◆ **MATERIAL FOR THIS EXERCISE**
---

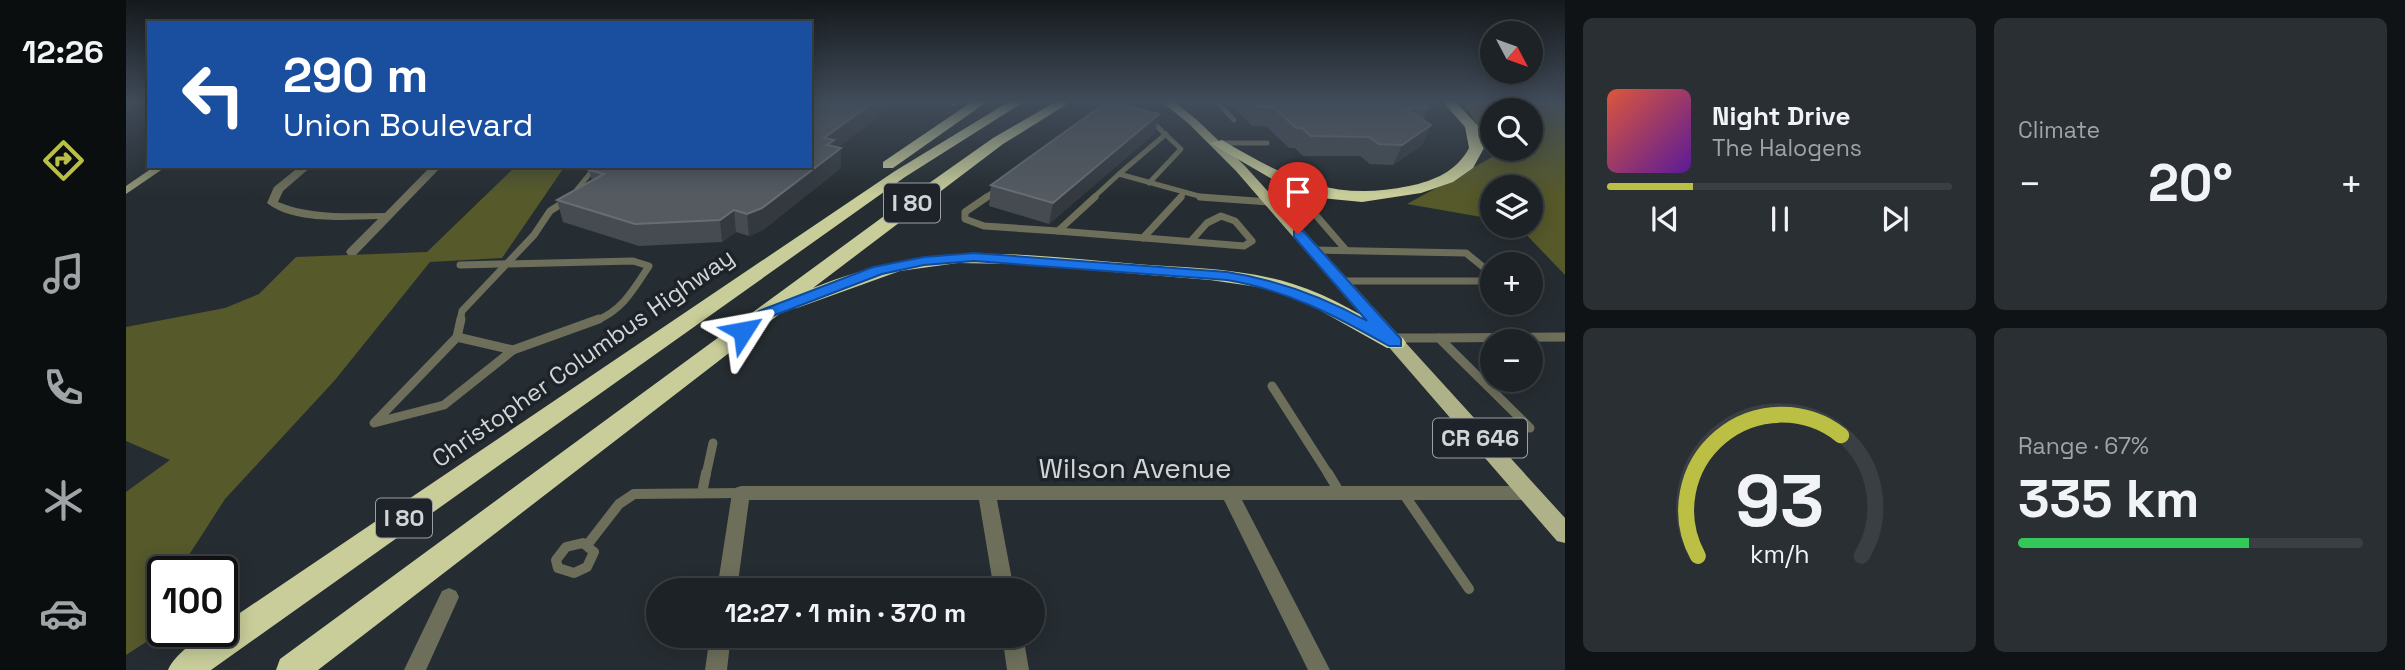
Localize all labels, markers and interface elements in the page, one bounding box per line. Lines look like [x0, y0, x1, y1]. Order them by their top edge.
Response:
north arrow [1480, 21, 1544, 84]
map controls [1480, 21, 1543, 392]
text: 12:26 [22, 32, 104, 72]
text: 290 m [283, 44, 428, 106]
icon: left [168, 49, 259, 140]
button: search [1480, 98, 1543, 161]
text: Night Drive [1712, 99, 1850, 133]
text: Union Boulevard [283, 105, 533, 145]
text: Climate [2018, 115, 2100, 145]
text: The Halogens [1712, 133, 1862, 163]
icon: directions [39, 136, 88, 185]
text: 20° [2148, 150, 2233, 216]
text: − [2018, 160, 2042, 208]
text: + [2339, 160, 2363, 208]
pin [1268, 162, 1328, 234]
icon: arrive [1279, 173, 1317, 211]
button: layers [1480, 175, 1543, 238]
road number: I 80 [884, 184, 940, 222]
icon: previous [1646, 200, 1684, 238]
icon: pause [1761, 200, 1799, 238]
icon: next [1876, 200, 1914, 238]
street label: Christopher Columbus Highway [426, 241, 740, 474]
icon: music [39, 249, 88, 298]
button: + [1480, 252, 1543, 315]
position arrow [706, 294, 780, 368]
button: − [1480, 329, 1543, 392]
icon: phone [39, 363, 88, 412]
road number: CR 646 [1433, 418, 1527, 458]
text: Range · 67% [2018, 431, 2149, 461]
street label: Wilson Avenue [1038, 450, 1232, 486]
text: 93 [1735, 454, 1824, 547]
text: 335 km [2018, 466, 2199, 532]
icon: climate [39, 476, 88, 525]
road number: I 80 [376, 498, 432, 538]
text: km/h [1750, 538, 1809, 570]
speed limit sign: 100 [147, 556, 238, 647]
icon: car [39, 589, 88, 638]
text: 12:27 · 1 min · 370 m [725, 596, 966, 630]

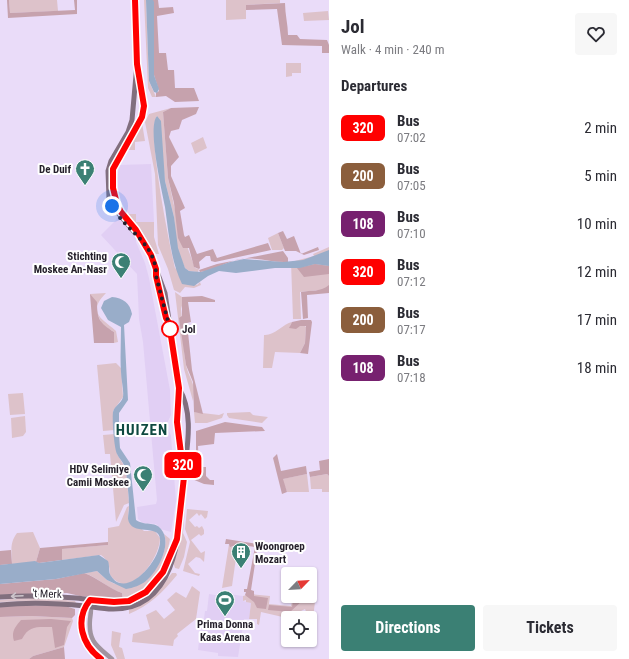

---

◆ **TASK PROMPT**
Go through the material and copy each line in which the word "number" occurs.

◆ **WRITTEN REPLY**
road number: I 80 [884, 184, 940, 222]
road number: CR 646 [1433, 418, 1527, 458]
road number: I 80 [376, 498, 432, 538]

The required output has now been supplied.